**Records supplied**.
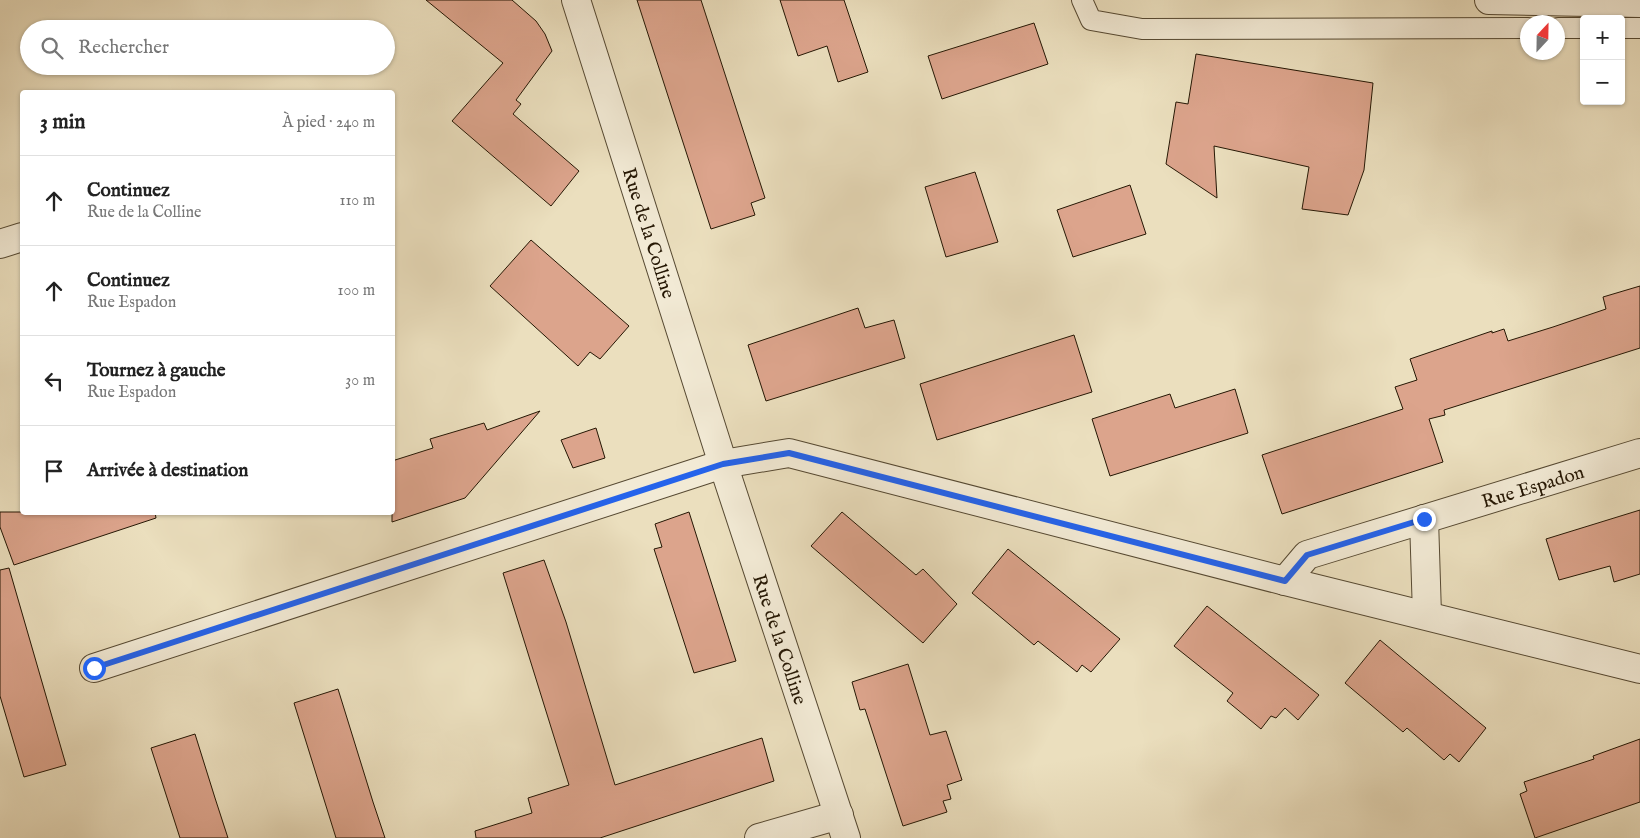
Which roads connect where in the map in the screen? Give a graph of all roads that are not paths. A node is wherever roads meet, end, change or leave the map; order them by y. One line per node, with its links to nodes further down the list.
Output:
1 (576, 0): 13 (street, Rue de la Colline)
2 (1082, 0): 5 (lane)
3 (1488, 0): 4 (street)
4 (1640, 2)
5 (1520, 28)
6 (1565, 28): 7 (lane)
7 (1580, 28)
8 (1625, 28): 9 (lane)
9 (1640, 28)
10 (20, 238): 11 (street)
11 (0, 244)
12 (1640, 453): 14 (street, Rue Espadon)
13 (723, 464): 15 (street); 17 (street); 19 (street, Rue de la Colline)
14 (1424, 519): 15 (street, Rue Espadon); 16 (street)
15 (1285, 581): 16 (street)
16 (1427, 615): 18 (street)
17 (94, 668)
18 (1640, 668)
19 (842, 826): 20 (street, Rue de la Colline)
20 (759, 838)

**Task item**. A faithful copy of all the lines above is needed, with the pictures omitted.

**Your solution**.
Which roads connect where in the map in the screen? Give a graph of all roads that are not paths. A node is wherever roads meet, end, change or leave the map; order them by y. One line per node, with its links to nodes further down the list.
Output:
1 (576, 0): 13 (street, Rue de la Colline)
2 (1082, 0): 5 (lane)
3 (1488, 0): 4 (street)
4 (1640, 2)
5 (1520, 28)
6 (1565, 28): 7 (lane)
7 (1580, 28)
8 (1625, 28): 9 (lane)
9 (1640, 28)
10 (20, 238): 11 (street)
11 (0, 244)
12 (1640, 453): 14 (street, Rue Espadon)
13 (723, 464): 15 (street); 17 (street); 19 (street, Rue de la Colline)
14 (1424, 519): 15 (street, Rue Espadon); 16 (street)
15 (1285, 581): 16 (street)
16 (1427, 615): 18 (street)
17 (94, 668)
18 (1640, 668)
19 (842, 826): 20 (street, Rue de la Colline)
20 (759, 838)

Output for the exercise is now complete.